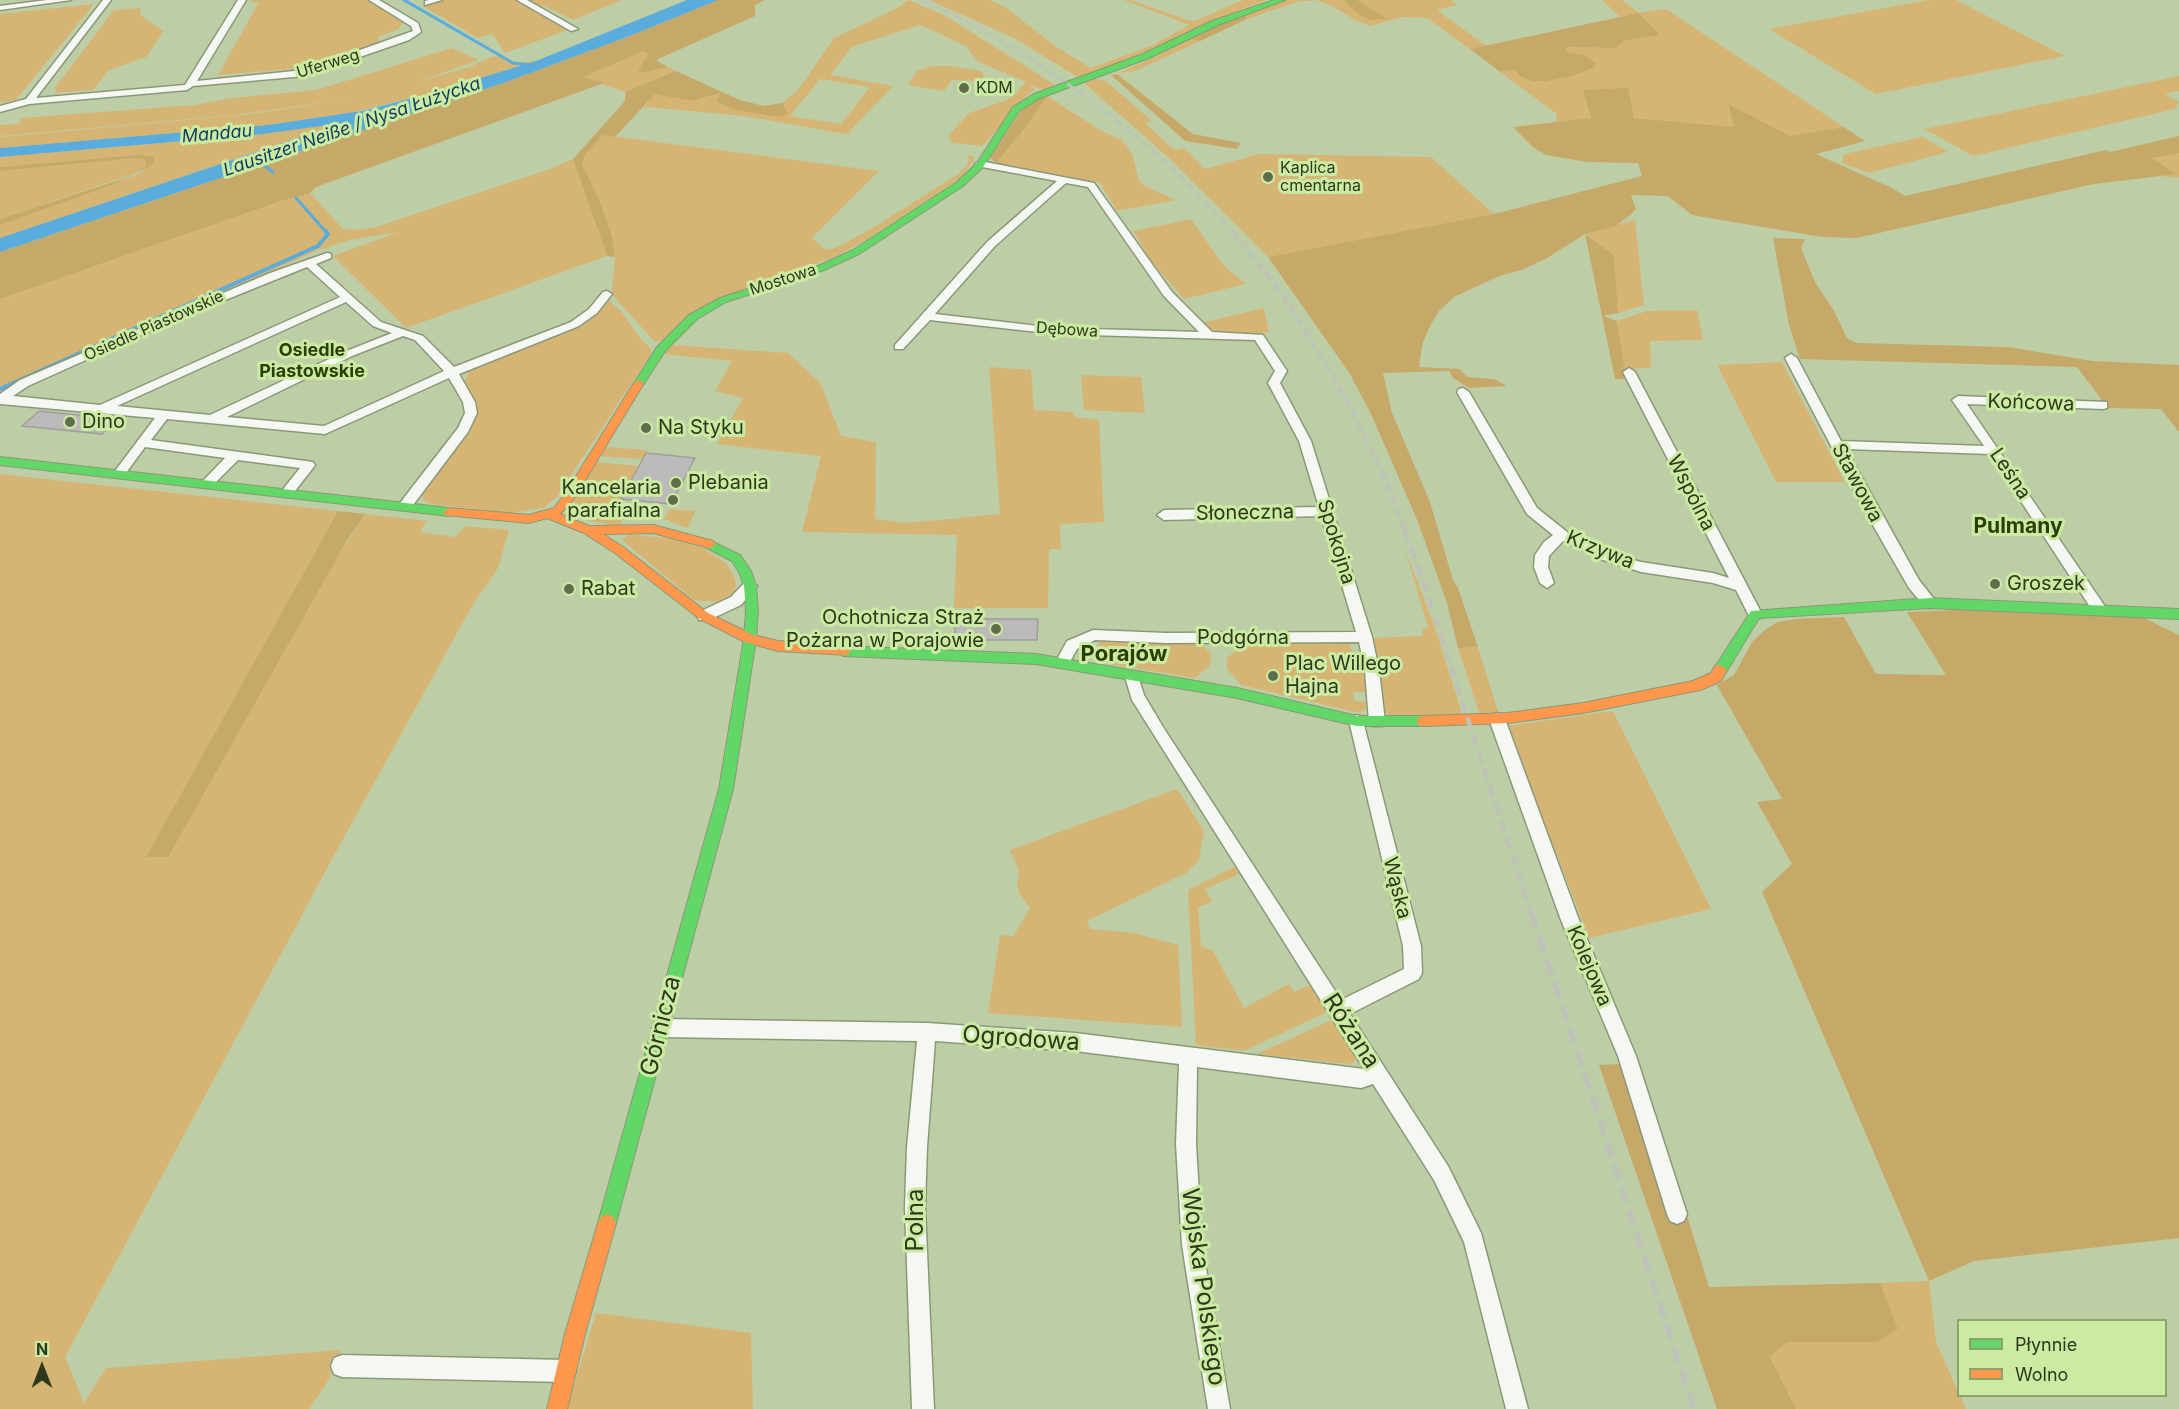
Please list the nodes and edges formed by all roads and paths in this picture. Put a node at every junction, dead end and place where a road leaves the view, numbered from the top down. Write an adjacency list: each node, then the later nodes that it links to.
1 (67, 0): 9 (street)
2 (107, 0): 12 (street)
3 (242, 0): 11 (street)
4 (373, 0): 11 (street, Uferweg)
5 (438, 0): 8 (street)
6 (521, 0): 10 (street)
7 (1281, 0): 14 (street, Mostowa)
8 (428, 3)
9 (0, 8)
10 (574, 29)
11 (191, 84): 12 (street)
12 (29, 101): 13 (street)
13 (4, 108)
14 (980, 164): 15 (street); 45 (street, Mostowa)
15 (1064, 180): 20 (street); 22 (street)
16 (327, 256): 17 (street, Osiedle Piastowskie)
17 (310, 264): 19 (street); 29 (street, Osiedle Piastowskie)
18 (607, 294): 26 (street, Osiedle Piastowskie)
19 (347, 298): 21 (street); 32 (street, Osiedle Piastowskie)
20 (927, 316): 22 (street, Dębowa); 23 (street)
21 (401, 333): 26 (street); 34 (street)
22 (1208, 334): 25 (street, Dębowa)
23 (899, 347)
24 (1791, 358): 36 (street, Stawowa)
25 (1281, 371): 44 (street, Spokojna)
26 (452, 372): 34 (street, Osiedle Piastowskie); 43 (street)
27 (1629, 372): 51 (street, Wspólna)
28 (1463, 392): 48 (street, Krzywa)
29 (1, 399): 32 (street, Osiedle Piastowskie)
30 (1958, 400): 31 (street, Końcowa); 37 (street, Leśna)
31 (2103, 405)
32 (101, 409): 33 (street, Osiedle Piastowskie)
33 (163, 415): 34 (street, Osiedle Piastowskie); 35 (street)
34 (212, 419)
35 (142, 443): 38 (street); 40 (street)
36 (1837, 445): 37 (street); 52 (street, Stawowa)
37 (1994, 450): 53 (street, Leśna)
38 (234, 456): 41 (street); 42 (street)
39 (0, 461): 40 (street)
40 (119, 474): 41 (street)
41 (207, 483): 42 (street)
42 (286, 493): 43 (street)
43 (405, 506): 45 (street)
44 (1326, 511): 46 (street, Słoneczna); 57 (street, Spokojna)
45 (550, 515): 47 (street)
46 (1164, 515)
47 (588, 530): 50 (street); 56 (street)
48 (1562, 535): 49 (street); 51 (street, Krzywa)
49 (1547, 583)
50 (750, 586): 56 (street); 58 (street, Górnicza)
51 (1739, 586): 54 (street, Wspólna)
52 (1930, 603): 53 (street); 54 (street)
53 (2099, 609): 55 (street)
54 (1755, 614): 61 (street)
55 (2179, 614)
56 (704, 616): 58 (street)
57 (1365, 637): 59 (street, Podgórna); 63 (street, Spokojna)
58 (750, 639): 59 (street); 65 (street, Górnicza)
59 (1062, 663): 60 (street)
60 (1132, 677): 62 (street); 64 (street, Różana)
61 (1497, 718): 63 (street); 69 (street, Kolejowa)
62 (1357, 721): 63 (street); 64 (street, Wąska)
63 (1377, 722)
64 (1338, 1011): 68 (street, Różana)
65 (661, 1028): 66 (street, Ogrodowa); 71 (street, Górnicza)
66 (927, 1032): 67 (street, Ogrodowa); 73 (street, Polna)
67 (1188, 1058): 68 (street, Ogrodowa); 74 (street, Wojska Polskiego)
68 (1378, 1073): 75 (street, Różana)
69 (1677, 1215)
70 (342, 1366): 71 (street)
71 (565, 1371): 72 (street, Górnicza)
72 (557, 1409)
73 (923, 1409)
74 (1219, 1409)
75 (1517, 1409)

WORK INSTRUCTION
Please output the full listing above exactly, minus any pictures.

ANSWER TO THIS EXERCISE
Please list the nodes and edges formed by all roads and paths in this picture. Put a node at every junction, dead end and place where a road leaves the view, numbered from the top down. Write an adjacency list: each node, then the later nodes that it links to.
1 (67, 0): 9 (street)
2 (107, 0): 12 (street)
3 (242, 0): 11 (street)
4 (373, 0): 11 (street, Uferweg)
5 (438, 0): 8 (street)
6 (521, 0): 10 (street)
7 (1281, 0): 14 (street, Mostowa)
8 (428, 3)
9 (0, 8)
10 (574, 29)
11 (191, 84): 12 (street)
12 (29, 101): 13 (street)
13 (4, 108)
14 (980, 164): 15 (street); 45 (street, Mostowa)
15 (1064, 180): 20 (street); 22 (street)
16 (327, 256): 17 (street, Osiedle Piastowskie)
17 (310, 264): 19 (street); 29 (street, Osiedle Piastowskie)
18 (607, 294): 26 (street, Osiedle Piastowskie)
19 (347, 298): 21 (street); 32 (street, Osiedle Piastowskie)
20 (927, 316): 22 (street, Dębowa); 23 (street)
21 (401, 333): 26 (street); 34 (street)
22 (1208, 334): 25 (street, Dębowa)
23 (899, 347)
24 (1791, 358): 36 (street, Stawowa)
25 (1281, 371): 44 (street, Spokojna)
26 (452, 372): 34 (street, Osiedle Piastowskie); 43 (street)
27 (1629, 372): 51 (street, Wspólna)
28 (1463, 392): 48 (street, Krzywa)
29 (1, 399): 32 (street, Osiedle Piastowskie)
30 (1958, 400): 31 (street, Końcowa); 37 (street, Leśna)
31 (2103, 405)
32 (101, 409): 33 (street, Osiedle Piastowskie)
33 (163, 415): 34 (street, Osiedle Piastowskie); 35 (street)
34 (212, 419)
35 (142, 443): 38 (street); 40 (street)
36 (1837, 445): 37 (street); 52 (street, Stawowa)
37 (1994, 450): 53 (street, Leśna)
38 (234, 456): 41 (street); 42 (street)
39 (0, 461): 40 (street)
40 (119, 474): 41 (street)
41 (207, 483): 42 (street)
42 (286, 493): 43 (street)
43 (405, 506): 45 (street)
44 (1326, 511): 46 (street, Słoneczna); 57 (street, Spokojna)
45 (550, 515): 47 (street)
46 (1164, 515)
47 (588, 530): 50 (street); 56 (street)
48 (1562, 535): 49 (street); 51 (street, Krzywa)
49 (1547, 583)
50 (750, 586): 56 (street); 58 (street, Górnicza)
51 (1739, 586): 54 (street, Wspólna)
52 (1930, 603): 53 (street); 54 (street)
53 (2099, 609): 55 (street)
54 (1755, 614): 61 (street)
55 (2179, 614)
56 (704, 616): 58 (street)
57 (1365, 637): 59 (street, Podgórna); 63 (street, Spokojna)
58 (750, 639): 59 (street); 65 (street, Górnicza)
59 (1062, 663): 60 (street)
60 (1132, 677): 62 (street); 64 (street, Różana)
61 (1497, 718): 63 (street); 69 (street, Kolejowa)
62 (1357, 721): 63 (street); 64 (street, Wąska)
63 (1377, 722)
64 (1338, 1011): 68 (street, Różana)
65 (661, 1028): 66 (street, Ogrodowa); 71 (street, Górnicza)
66 (927, 1032): 67 (street, Ogrodowa); 73 (street, Polna)
67 (1188, 1058): 68 (street, Ogrodowa); 74 (street, Wojska Polskiego)
68 (1378, 1073): 75 (street, Różana)
69 (1677, 1215)
70 (342, 1366): 71 (street)
71 (565, 1371): 72 (street, Górnicza)
72 (557, 1409)
73 (923, 1409)
74 (1219, 1409)
75 (1517, 1409)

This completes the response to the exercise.